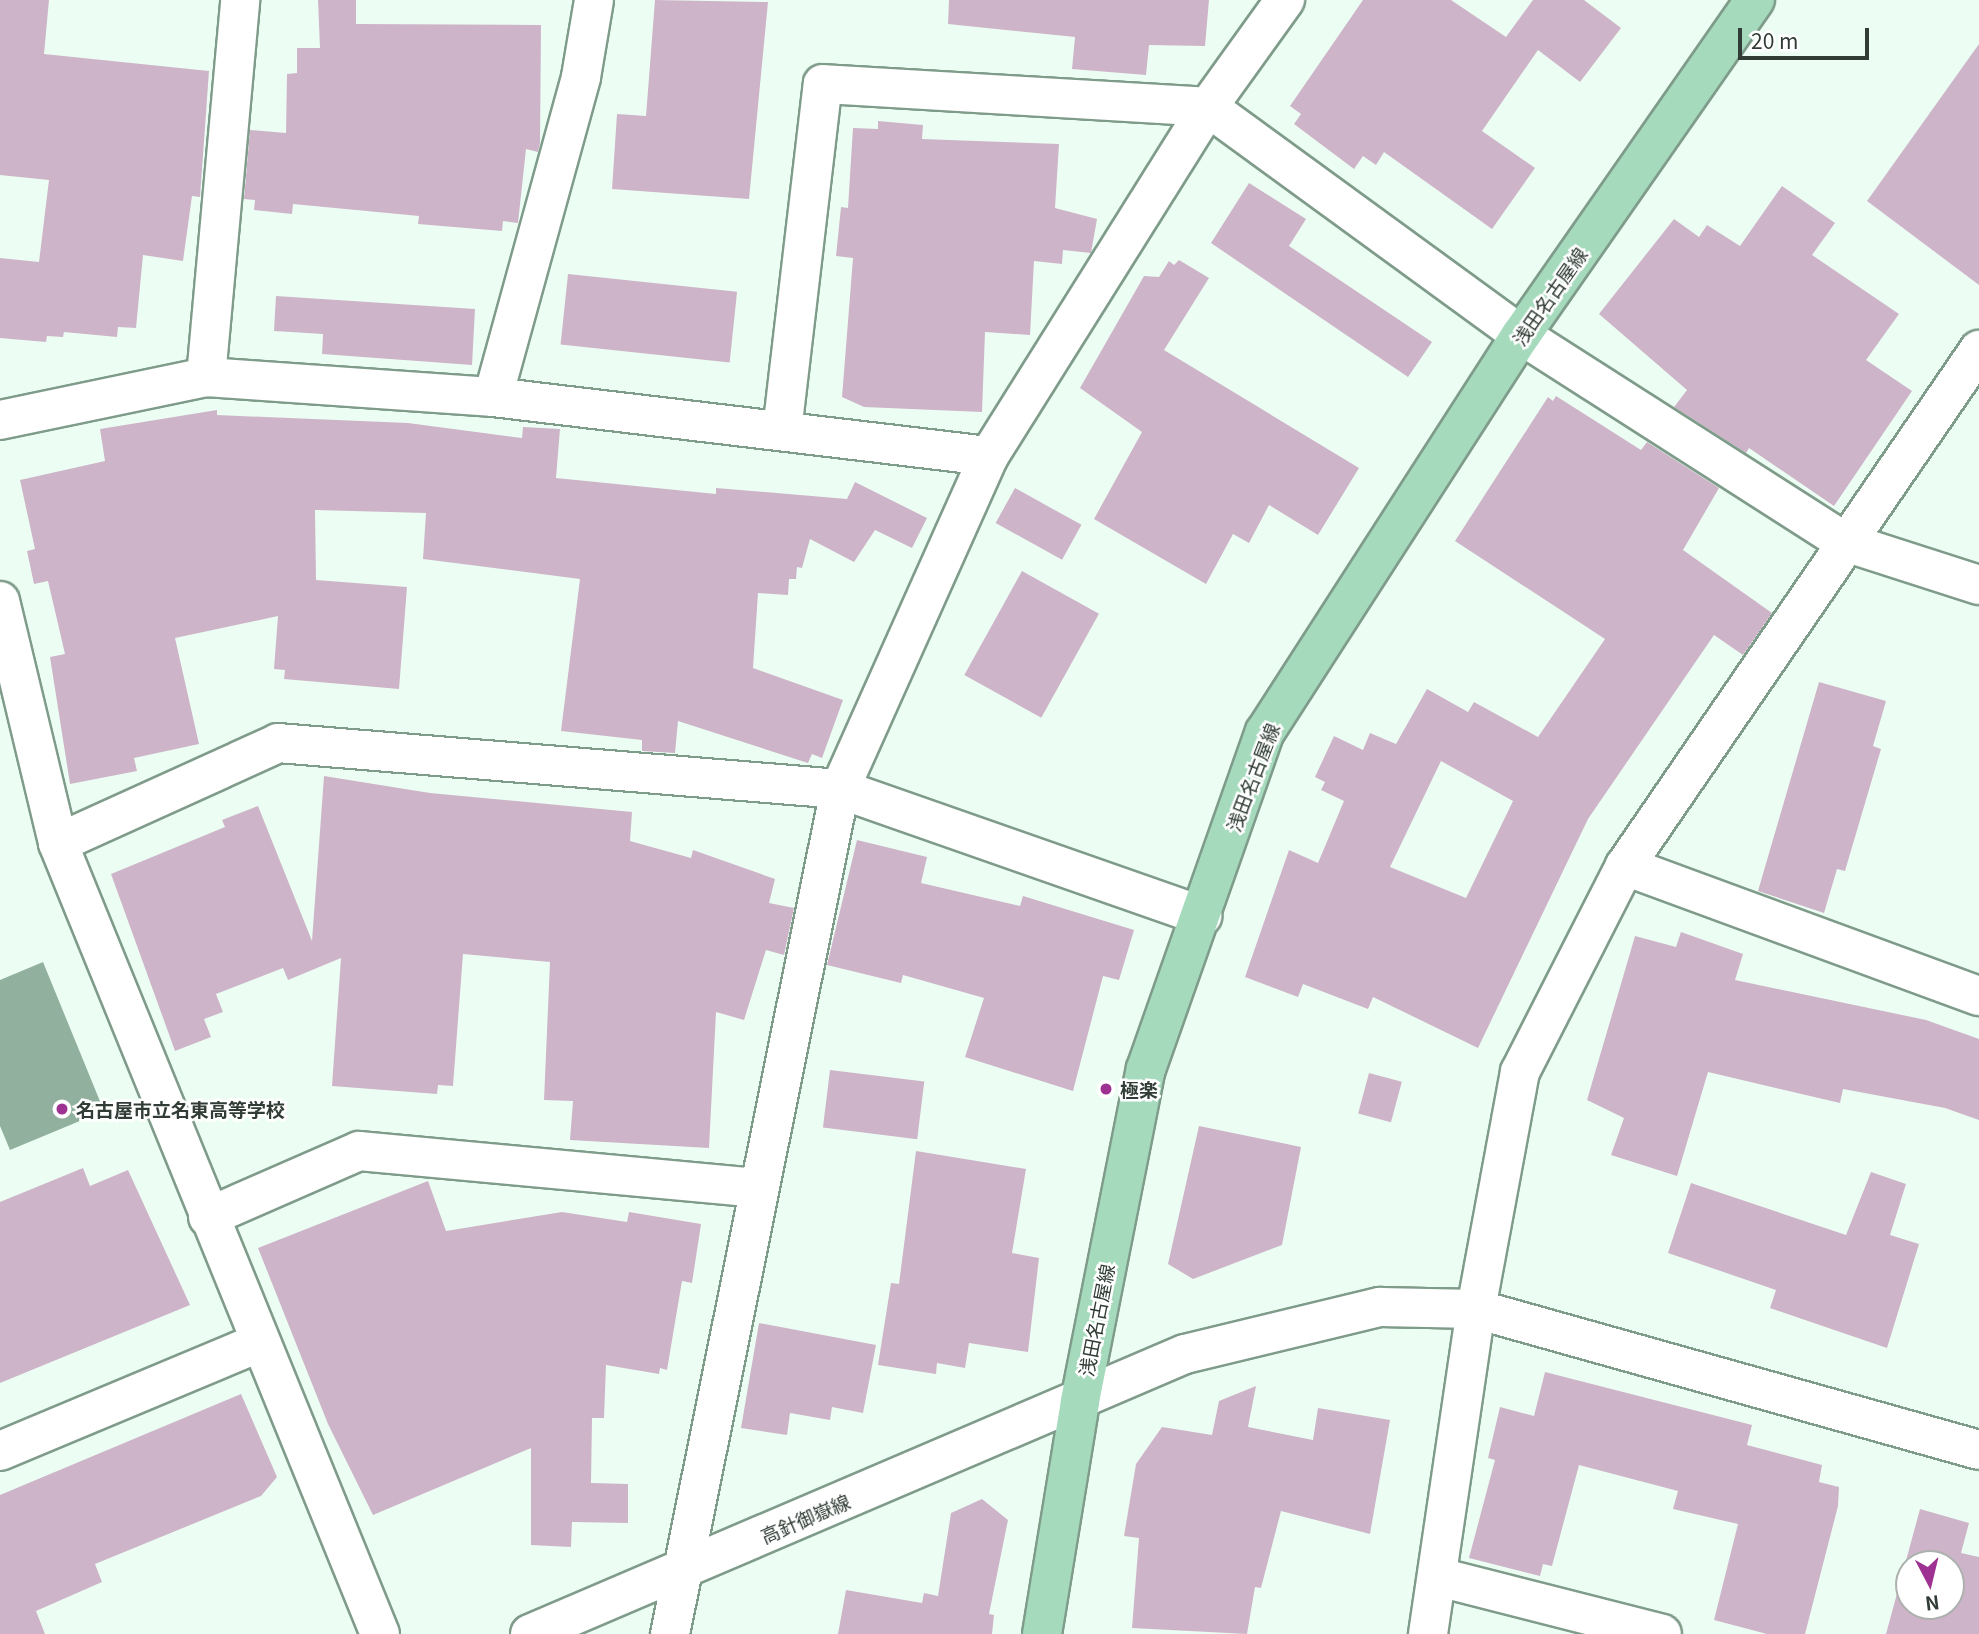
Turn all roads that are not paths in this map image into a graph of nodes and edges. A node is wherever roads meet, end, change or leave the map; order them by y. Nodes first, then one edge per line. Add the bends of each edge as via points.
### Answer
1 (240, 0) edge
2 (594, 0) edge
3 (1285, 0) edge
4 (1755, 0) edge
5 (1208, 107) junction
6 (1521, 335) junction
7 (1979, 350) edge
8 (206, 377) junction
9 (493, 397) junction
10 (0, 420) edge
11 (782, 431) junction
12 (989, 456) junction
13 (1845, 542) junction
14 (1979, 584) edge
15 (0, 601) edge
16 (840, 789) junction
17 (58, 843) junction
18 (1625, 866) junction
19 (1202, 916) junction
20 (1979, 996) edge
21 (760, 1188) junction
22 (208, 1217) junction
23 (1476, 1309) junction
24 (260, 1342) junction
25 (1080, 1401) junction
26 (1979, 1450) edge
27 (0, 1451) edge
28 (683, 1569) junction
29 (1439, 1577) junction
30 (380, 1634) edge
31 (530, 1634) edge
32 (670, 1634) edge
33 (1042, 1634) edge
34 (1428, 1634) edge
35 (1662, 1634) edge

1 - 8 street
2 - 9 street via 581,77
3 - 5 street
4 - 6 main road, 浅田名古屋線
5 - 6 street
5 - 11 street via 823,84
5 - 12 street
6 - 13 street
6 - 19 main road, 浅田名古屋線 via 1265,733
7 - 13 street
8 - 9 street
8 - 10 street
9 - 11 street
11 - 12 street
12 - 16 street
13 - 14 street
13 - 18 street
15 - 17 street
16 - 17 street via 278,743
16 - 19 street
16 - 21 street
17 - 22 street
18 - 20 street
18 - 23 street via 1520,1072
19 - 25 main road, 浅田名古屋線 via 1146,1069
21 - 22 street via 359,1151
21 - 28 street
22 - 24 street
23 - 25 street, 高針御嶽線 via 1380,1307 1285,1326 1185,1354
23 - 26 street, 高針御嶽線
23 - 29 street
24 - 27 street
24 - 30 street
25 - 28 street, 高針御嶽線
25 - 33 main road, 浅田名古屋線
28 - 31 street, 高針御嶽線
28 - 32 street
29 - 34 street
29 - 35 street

━━━━━━

(What to produce) List, from the entries above, every line in which the word "main" shows up.

(Expected output)
4 - 6 main road, 浅田名古屋線
6 - 19 main road, 浅田名古屋線 via 1265,733
19 - 25 main road, 浅田名古屋線 via 1146,1069
25 - 33 main road, 浅田名古屋線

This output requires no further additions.